-- Task details --
Only lines holding the word "Parkway" are wanted. Copy them from the listing below.

**** Data shown ****

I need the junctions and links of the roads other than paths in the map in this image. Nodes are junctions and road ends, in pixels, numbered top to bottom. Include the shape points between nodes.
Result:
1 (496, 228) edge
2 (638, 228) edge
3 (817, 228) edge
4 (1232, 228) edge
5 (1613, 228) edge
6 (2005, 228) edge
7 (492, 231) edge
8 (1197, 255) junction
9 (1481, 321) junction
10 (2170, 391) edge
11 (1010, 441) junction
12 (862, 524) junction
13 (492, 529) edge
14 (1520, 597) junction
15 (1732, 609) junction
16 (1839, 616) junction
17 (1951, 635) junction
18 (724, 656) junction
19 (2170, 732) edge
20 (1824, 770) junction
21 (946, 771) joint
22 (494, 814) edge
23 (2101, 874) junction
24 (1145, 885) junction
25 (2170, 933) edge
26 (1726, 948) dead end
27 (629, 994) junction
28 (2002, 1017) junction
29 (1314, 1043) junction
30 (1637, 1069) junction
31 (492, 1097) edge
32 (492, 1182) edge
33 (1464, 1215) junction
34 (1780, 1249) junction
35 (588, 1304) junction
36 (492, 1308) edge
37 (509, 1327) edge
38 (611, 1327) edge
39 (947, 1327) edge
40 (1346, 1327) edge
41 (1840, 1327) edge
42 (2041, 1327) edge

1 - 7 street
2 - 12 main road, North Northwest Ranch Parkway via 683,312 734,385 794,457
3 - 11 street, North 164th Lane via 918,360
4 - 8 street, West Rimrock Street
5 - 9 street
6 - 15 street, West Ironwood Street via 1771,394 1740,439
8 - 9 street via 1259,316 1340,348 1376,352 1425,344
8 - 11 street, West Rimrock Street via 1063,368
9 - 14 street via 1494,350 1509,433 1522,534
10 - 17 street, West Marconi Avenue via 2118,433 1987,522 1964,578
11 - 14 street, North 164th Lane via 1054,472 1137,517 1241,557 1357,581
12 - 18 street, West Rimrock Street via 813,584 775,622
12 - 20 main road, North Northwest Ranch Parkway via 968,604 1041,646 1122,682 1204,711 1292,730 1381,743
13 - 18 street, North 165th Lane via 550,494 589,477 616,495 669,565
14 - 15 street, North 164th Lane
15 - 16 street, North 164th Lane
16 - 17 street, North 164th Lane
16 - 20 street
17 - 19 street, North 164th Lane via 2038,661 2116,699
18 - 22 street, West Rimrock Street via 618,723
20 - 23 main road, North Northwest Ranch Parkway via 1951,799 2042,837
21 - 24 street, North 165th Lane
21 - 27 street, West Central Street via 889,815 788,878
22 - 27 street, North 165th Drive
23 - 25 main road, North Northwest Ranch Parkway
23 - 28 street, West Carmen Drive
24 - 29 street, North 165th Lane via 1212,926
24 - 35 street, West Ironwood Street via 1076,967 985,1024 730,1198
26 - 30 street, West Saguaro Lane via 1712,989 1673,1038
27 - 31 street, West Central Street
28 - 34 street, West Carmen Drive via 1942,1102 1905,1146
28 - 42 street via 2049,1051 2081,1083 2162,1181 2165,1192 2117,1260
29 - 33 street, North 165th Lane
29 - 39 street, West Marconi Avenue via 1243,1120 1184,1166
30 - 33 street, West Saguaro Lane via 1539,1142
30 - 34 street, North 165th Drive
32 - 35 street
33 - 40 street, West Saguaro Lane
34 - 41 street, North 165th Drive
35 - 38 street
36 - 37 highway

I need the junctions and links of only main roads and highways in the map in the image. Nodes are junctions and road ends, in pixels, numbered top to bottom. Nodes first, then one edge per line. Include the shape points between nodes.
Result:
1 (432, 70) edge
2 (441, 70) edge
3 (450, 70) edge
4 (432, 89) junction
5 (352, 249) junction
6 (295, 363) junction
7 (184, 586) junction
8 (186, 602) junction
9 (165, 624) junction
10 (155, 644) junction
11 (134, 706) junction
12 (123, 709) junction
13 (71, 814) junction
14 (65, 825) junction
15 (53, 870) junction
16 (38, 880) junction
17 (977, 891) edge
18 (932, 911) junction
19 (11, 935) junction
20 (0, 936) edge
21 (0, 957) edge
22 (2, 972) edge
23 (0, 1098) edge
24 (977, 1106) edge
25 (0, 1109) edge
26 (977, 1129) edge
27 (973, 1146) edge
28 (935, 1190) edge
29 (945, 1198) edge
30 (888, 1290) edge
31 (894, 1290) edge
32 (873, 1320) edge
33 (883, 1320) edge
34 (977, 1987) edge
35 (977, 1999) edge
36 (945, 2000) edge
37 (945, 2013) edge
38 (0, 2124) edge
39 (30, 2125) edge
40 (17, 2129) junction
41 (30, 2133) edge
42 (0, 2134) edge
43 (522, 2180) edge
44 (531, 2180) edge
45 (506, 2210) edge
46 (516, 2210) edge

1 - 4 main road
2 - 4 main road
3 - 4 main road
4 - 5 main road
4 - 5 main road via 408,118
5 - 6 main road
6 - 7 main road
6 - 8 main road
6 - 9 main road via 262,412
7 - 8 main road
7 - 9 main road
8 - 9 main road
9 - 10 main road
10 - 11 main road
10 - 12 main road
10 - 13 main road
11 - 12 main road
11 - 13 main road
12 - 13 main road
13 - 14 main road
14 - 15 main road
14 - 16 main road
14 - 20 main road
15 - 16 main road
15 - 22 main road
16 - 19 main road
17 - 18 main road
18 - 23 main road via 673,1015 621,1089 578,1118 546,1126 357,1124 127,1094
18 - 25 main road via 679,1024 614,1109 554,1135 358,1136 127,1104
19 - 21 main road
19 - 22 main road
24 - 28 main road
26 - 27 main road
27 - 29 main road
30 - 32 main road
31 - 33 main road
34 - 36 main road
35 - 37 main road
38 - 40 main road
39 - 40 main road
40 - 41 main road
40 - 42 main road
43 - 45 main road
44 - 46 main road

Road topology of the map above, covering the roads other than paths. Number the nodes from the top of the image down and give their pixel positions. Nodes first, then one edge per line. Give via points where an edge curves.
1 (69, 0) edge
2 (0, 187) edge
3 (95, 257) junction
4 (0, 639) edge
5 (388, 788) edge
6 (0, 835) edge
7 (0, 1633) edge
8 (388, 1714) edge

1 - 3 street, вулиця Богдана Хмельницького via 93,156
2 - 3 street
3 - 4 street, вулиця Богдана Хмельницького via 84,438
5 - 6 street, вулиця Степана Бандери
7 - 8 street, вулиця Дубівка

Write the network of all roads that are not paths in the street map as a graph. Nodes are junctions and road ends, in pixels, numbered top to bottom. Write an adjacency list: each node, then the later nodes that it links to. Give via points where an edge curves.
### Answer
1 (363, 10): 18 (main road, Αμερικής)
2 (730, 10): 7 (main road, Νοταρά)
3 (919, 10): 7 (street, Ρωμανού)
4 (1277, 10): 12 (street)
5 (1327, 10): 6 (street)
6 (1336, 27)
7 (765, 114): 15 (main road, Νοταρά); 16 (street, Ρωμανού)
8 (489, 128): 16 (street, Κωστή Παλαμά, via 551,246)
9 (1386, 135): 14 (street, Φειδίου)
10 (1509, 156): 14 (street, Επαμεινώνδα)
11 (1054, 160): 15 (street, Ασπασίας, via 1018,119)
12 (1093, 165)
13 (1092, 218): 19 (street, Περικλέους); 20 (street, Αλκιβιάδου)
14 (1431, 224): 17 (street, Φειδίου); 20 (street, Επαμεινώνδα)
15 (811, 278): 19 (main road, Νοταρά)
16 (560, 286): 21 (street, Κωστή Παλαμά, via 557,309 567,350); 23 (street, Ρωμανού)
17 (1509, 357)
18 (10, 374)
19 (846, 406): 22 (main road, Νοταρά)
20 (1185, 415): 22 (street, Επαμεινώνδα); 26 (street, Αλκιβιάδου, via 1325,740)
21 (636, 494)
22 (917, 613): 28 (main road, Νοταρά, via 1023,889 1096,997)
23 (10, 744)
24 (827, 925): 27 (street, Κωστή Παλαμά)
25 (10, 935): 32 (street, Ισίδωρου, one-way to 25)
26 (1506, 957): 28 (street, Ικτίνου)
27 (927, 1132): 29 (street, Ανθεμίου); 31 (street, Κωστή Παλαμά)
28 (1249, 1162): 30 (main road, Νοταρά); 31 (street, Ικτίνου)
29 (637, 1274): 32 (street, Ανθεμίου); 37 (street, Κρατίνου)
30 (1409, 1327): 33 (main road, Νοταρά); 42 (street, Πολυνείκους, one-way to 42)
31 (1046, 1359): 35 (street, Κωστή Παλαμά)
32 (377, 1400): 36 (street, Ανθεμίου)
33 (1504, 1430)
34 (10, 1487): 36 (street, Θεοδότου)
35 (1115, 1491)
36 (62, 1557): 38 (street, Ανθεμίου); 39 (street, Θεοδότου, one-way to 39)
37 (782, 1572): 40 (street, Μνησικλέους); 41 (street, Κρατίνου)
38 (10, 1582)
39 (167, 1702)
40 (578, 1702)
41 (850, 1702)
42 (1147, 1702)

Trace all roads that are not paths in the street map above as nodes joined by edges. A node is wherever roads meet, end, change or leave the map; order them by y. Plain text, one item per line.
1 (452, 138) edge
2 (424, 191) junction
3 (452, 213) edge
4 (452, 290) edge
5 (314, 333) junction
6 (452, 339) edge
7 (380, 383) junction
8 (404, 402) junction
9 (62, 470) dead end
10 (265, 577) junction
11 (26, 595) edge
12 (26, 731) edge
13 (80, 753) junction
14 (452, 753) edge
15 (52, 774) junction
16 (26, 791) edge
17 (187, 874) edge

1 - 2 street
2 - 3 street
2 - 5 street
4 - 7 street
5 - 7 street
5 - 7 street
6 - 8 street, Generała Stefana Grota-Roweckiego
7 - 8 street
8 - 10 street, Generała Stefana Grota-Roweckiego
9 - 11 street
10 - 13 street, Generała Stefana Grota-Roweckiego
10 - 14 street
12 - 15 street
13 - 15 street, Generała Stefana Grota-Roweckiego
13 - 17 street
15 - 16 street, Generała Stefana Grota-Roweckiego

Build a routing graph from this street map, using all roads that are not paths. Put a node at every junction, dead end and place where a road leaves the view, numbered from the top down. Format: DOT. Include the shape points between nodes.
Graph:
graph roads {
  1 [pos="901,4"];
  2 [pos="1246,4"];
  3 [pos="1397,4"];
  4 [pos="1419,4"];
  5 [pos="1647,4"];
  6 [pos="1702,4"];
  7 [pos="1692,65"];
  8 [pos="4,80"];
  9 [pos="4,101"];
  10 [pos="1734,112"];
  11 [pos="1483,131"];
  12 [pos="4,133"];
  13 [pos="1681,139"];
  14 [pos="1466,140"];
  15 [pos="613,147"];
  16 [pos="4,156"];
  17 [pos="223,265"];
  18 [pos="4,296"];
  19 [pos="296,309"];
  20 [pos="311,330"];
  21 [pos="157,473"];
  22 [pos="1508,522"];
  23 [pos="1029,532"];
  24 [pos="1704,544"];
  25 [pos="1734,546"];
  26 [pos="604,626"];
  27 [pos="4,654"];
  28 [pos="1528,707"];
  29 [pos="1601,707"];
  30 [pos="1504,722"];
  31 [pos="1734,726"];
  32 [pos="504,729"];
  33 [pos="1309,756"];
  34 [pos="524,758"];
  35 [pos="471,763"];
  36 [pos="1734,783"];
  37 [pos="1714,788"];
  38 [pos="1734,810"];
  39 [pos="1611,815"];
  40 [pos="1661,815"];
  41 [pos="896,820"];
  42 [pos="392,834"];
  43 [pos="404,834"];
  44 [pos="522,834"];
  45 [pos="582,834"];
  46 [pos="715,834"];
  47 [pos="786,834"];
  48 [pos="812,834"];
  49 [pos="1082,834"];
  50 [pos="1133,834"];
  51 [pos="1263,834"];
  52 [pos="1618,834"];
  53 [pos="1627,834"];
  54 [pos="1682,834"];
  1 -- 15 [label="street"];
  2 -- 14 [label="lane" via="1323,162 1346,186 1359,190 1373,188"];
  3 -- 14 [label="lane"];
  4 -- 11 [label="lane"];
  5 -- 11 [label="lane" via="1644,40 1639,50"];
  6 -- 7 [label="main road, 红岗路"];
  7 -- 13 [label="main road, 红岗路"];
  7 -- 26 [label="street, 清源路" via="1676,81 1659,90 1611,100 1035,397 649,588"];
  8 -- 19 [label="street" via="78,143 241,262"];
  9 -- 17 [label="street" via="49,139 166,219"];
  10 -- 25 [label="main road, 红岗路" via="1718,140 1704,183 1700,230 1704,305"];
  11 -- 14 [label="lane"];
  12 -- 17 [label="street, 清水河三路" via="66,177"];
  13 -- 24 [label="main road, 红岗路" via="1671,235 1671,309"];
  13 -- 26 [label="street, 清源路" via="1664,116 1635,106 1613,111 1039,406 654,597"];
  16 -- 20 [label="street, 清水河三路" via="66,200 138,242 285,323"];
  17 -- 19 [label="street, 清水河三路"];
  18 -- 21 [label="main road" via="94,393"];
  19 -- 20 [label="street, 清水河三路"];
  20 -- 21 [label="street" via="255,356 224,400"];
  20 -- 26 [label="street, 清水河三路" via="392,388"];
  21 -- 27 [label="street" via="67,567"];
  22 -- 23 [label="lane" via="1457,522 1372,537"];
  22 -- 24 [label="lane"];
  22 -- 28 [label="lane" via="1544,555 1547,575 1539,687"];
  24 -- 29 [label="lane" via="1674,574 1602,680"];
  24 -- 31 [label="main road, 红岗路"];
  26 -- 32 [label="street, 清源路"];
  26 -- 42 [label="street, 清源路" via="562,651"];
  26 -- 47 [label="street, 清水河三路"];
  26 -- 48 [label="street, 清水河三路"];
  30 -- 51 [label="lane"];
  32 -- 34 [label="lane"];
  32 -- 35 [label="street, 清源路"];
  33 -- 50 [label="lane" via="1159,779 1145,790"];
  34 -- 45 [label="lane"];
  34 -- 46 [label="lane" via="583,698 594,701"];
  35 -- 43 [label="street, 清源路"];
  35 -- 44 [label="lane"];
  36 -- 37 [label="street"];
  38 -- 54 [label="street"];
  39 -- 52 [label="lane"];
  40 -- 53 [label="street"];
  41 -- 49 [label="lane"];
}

****

-- Answer area --
2 - 12 main road, North Northwest Ranch Parkway via 683,312 734,385 794,457
12 - 20 main road, North Northwest Ranch Parkway via 968,604 1041,646 1122,682 1204,711 1292,730 1381,743
20 - 23 main road, North Northwest Ranch Parkway via 1951,799 2042,837
23 - 25 main road, North Northwest Ranch Parkway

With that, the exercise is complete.